§ **Data supplied**:
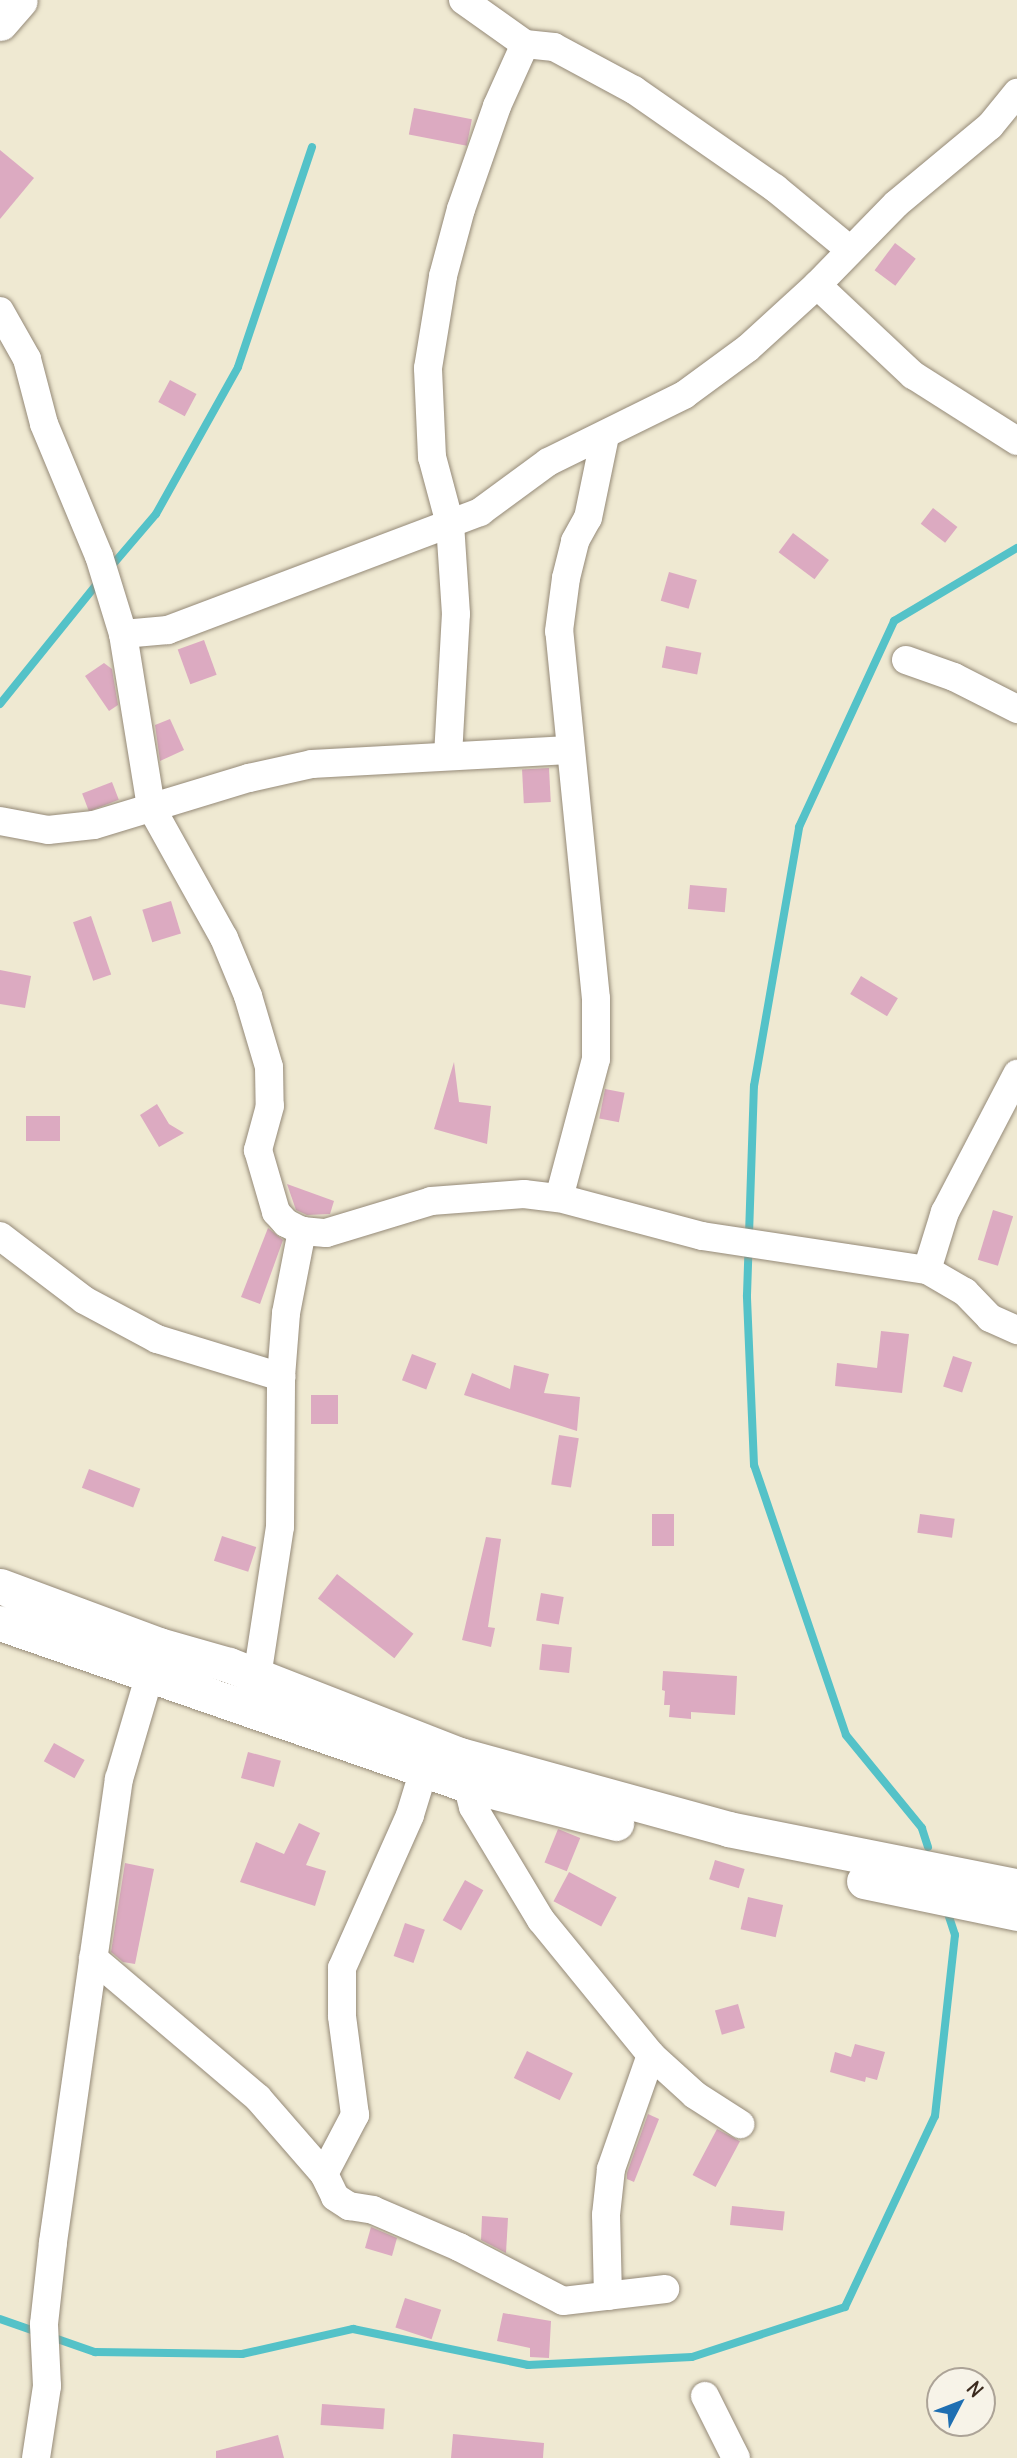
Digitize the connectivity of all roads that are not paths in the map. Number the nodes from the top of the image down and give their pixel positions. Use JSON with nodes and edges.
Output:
{"nodes":[{"id":1,"x":20,"y":0,"type":"edge"},
{"id":2,"x":463,"y":0,"type":"edge"},
{"id":3,"x":0,"y":23,"type":"edge"},
{"id":4,"x":525,"y":44,"type":"junction"},
{"id":5,"x":1017,"y":93,"type":"edge"},
{"id":6,"x":849,"y":248,"type":"junction"},
{"id":7,"x":817,"y":285,"type":"junction"},
{"id":8,"x":0,"y":311,"type":"edge"},
{"id":9,"x":605,"y":436,"type":"junction"},
{"id":10,"x":1017,"y":441,"type":"edge"},
{"id":11,"x":450,"y":524,"type":"junction"},
{"id":12,"x":123,"y":634,"type":"junction"},
{"id":13,"x":906,"y":660,"type":"dead end"},
{"id":14,"x":1017,"y":709,"type":"edge"},
{"id":15,"x":569,"y":750,"type":"junction"},
{"id":16,"x":448,"y":756,"type":"junction"},
{"id":17,"x":151,"y":807,"type":"junction"},
{"id":18,"x":0,"y":821,"type":"edge"},
{"id":19,"x":1017,"y":1074,"type":"edge"},
{"id":20,"x":559,"y":1198,"type":"junction"},
{"id":21,"x":302,"y":1231,"type":"junction"},
{"id":22,"x":0,"y":1236,"type":"edge"},
{"id":23,"x":928,"y":1270,"type":"junction"},
{"id":24,"x":1017,"y":1330,"type":"edge"},
{"id":25,"x":281,"y":1377,"type":"junction"},
{"id":26,"x":0,"y":1586,"type":"edge"},
{"id":27,"x":0,"y":1623,"type":"edge"},
{"id":28,"x":155,"y":1659,"type":"junction"},
{"id":29,"x":257,"y":1677,"type":"junction"},
{"id":30,"x":446,"y":1763,"type":"junction"},
{"id":31,"x":1017,"y":1886,"type":"edge"},
{"id":32,"x":1017,"y":1913,"type":"edge"},
{"id":33,"x":93,"y":1958,"type":"junction"},
{"id":34,"x":651,"y":2055,"type":"junction"},
{"id":35,"x":740,"y":2124,"type":"dead end"},
{"id":36,"x":324,"y":2174,"type":"junction"},
{"id":37,"x":665,"y":2289,"type":"dead end"},
{"id":38,"x":608,"y":2296,"type":"junction"},
{"id":39,"x":705,"y":2396,"type":"dead end"},
{"id":40,"x":36,"y":2458,"type":"edge"},
{"id":41,"x":736,"y":2458,"type":"edge"}],
"edges":[{"from":1,"to":3,"type":"street"},
{"from":2,"to":4,"type":"street"},
{"from":4,"to":6,"type":"street"},
{"from":4,"to":11,"type":"street"},
{"from":5,"to":6,"type":"street"},
{"from":6,"to":7,"type":"street"},
{"from":7,"to":9,"type":"street"},
{"from":7,"to":10,"type":"street"},
{"from":8,"to":12,"type":"street"},
{"from":9,"to":11,"type":"street"},
{"from":9,"to":15,"type":"street"},
{"from":11,"to":12,"type":"street"},
{"from":11,"to":16,"type":"street"},
{"from":12,"to":17,"type":"street"},
{"from":13,"to":14,"type":"street"},
{"from":15,"to":16,"type":"street"},
{"from":15,"to":20,"type":"street"},
{"from":16,"to":17,"type":"street"},
{"from":17,"to":18,"type":"street"},
{"from":17,"to":21,"type":"street"},
{"from":19,"to":23,"type":"street"},
{"from":20,"to":21,"type":"street"},
{"from":20,"to":23,"type":"street"},
{"from":21,"to":25,"type":"street"},
{"from":22,"to":25,"type":"street"},
{"from":23,"to":24,"type":"street"},
{"from":25,"to":29,"type":"street"},
{"from":26,"to":28,"type":"street"},
{"from":27,"to":28,"type":"street"},
{"from":28,"to":29,"type":"street"},
{"from":28,"to":30,"type":"street"},
{"from":28,"to":33,"type":"street"},
{"from":29,"to":30,"type":"street"},
{"from":30,"to":31,"type":"street"},
{"from":30,"to":32,"type":"street"},
{"from":30,"to":34,"type":"street"},
{"from":30,"to":36,"type":"street"},
{"from":33,"to":36,"type":"street"},
{"from":33,"to":40,"type":"street"},
{"from":34,"to":35,"type":"street"},
{"from":34,"to":38,"type":"street"},
{"from":36,"to":38,"type":"street"},
{"from":37,"to":38,"type":"street"},
{"from":39,"to":41,"type":"street"}]}
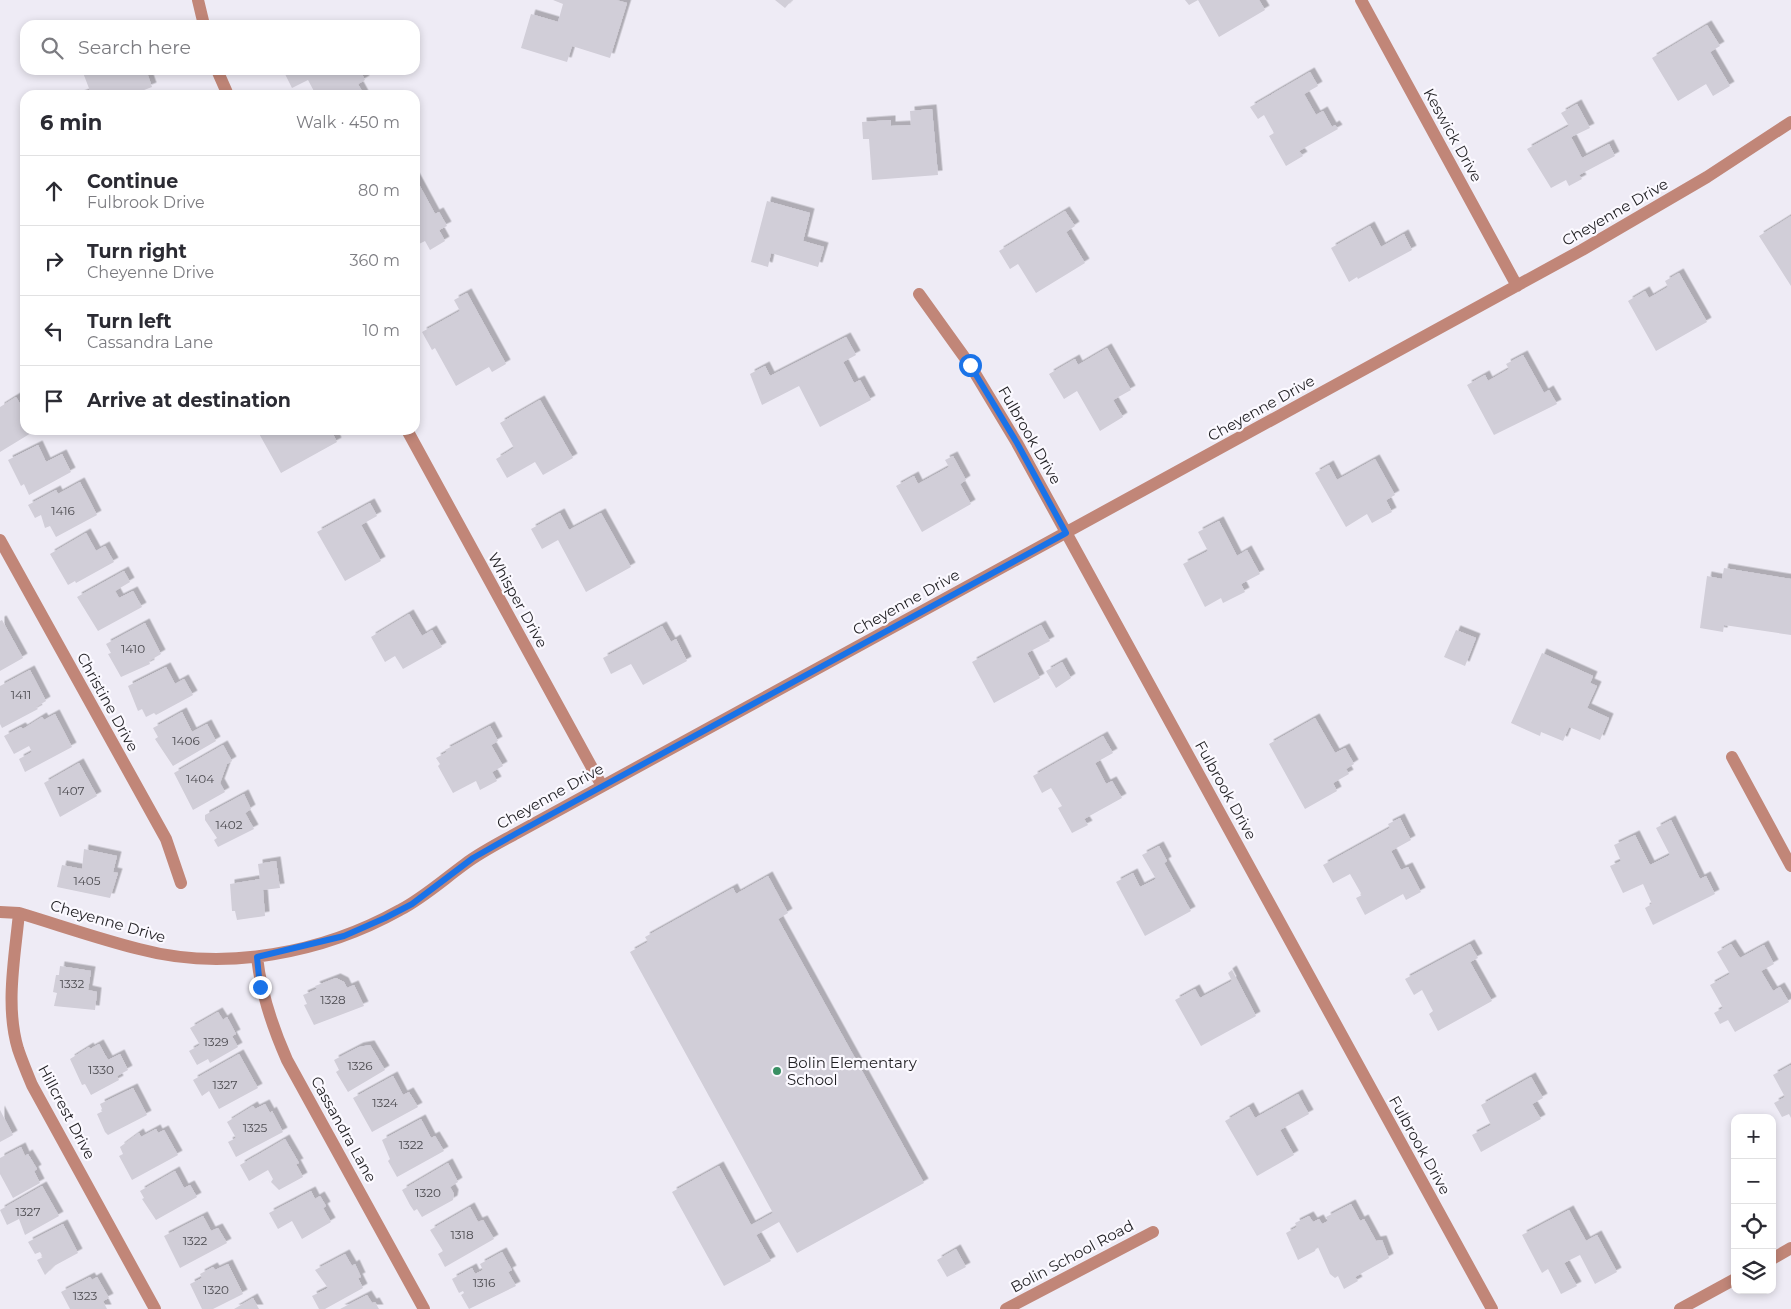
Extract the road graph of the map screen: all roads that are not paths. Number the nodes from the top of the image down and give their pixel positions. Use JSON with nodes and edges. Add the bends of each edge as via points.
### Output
{"nodes":[{"id":1,"x":198,"y":0,"type":"edge"},
{"id":2,"x":1361,"y":0,"type":"edge"},
{"id":3,"x":203,"y":20,"type":"edge"},
{"id":4,"x":220,"y":75,"type":"edge"},
{"id":5,"x":226,"y":90,"type":"edge"},
{"id":6,"x":1791,"y":122,"type":"edge"},
{"id":7,"x":1517,"y":286,"type":"junction"},
{"id":8,"x":919,"y":294,"type":"dead end"},
{"id":9,"x":410,"y":435,"type":"edge"},
{"id":10,"x":1066,"y":533,"type":"junction"},
{"id":11,"x":0,"y":540,"type":"edge"},
{"id":12,"x":1732,"y":757,"type":"dead end"},
{"id":13,"x":602,"y":786,"type":"junction"},
{"id":14,"x":1791,"y":866,"type":"edge"},
{"id":15,"x":181,"y":883,"type":"dead end"},
{"id":16,"x":0,"y":912,"type":"edge"},
{"id":17,"x":19,"y":913,"type":"junction"},
{"id":18,"x":257,"y":957,"type":"junction"},
{"id":19,"x":1153,"y":1232,"type":"dead end"},
{"id":20,"x":1791,"y":1248,"type":"edge"},
{"id":21,"x":1776,"y":1257,"type":"edge"},
{"id":22,"x":1731,"y":1281,"type":"edge"},
{"id":23,"x":155,"y":1309,"type":"edge"},
{"id":24,"x":424,"y":1309,"type":"edge"},
{"id":25,"x":1006,"y":1309,"type":"edge"},
{"id":26,"x":1492,"y":1309,"type":"edge"},
{"id":27,"x":1680,"y":1309,"type":"edge"}],
"edges":[{"from":1,"to":3,"type":"street"},
{"from":2,"to":7,"type":"street","name":"Keswick Drive"},
{"from":4,"to":5,"type":"street"},
{"from":6,"to":7,"type":"street","name":"Cheyenne Drive","via":[[1677,195]]},
{"from":7,"to":10,"type":"street","name":"Cheyenne Drive"},
{"from":8,"to":10,"type":"street","name":"Fulbrook Drive","via":[[994,404]]},
{"from":9,"to":13,"type":"street","name":"Whisper Drive"},
{"from":10,"to":13,"type":"street","name":"Cheyenne Drive"},
{"from":10,"to":26,"type":"street","name":"Fulbrook Drive"},
{"from":11,"to":15,"type":"street","name":"Christine Drive","via":[[166,839]]},
{"from":12,"to":14,"type":"street"},
{"from":13,"to":18,"type":"street","name":"Cheyenne Drive","via":[[473,858],[421,897],[392,914],[344,936]]},
{"from":16,"to":17,"type":"street","name":"Cheyenne Drive"},
{"from":17,"to":18,"type":"street","name":"Cheyenne Drive","via":[[140,950],[208,959]]},
{"from":17,"to":23,"type":"street","name":"Hillcrest Drive","via":[[12,989],[18,1048],[32,1085]]},
{"from":18,"to":24,"type":"street","name":"Cassandra Lane","via":[[260,987],[287,1060]]},
{"from":19,"to":25,"type":"street","name":"Bolin School Road"},
{"from":20,"to":21,"type":"street"},
{"from":22,"to":27,"type":"street"}]}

§ **Your goal**: Report each line above containing the string "that".

§ **Completed exercise**:
Digitize the connectivity of all roads that are not paths in the map. Number the nodes from the top of the image down and give their pixel positions. Use JSON with nodes and edges.
Extract the road graph of the map screen: all roads that are not paths. Number the nodes from the top of the image down and give their pixel positions. Use JSON with nodes and edges. Add the bends of each edge as via points.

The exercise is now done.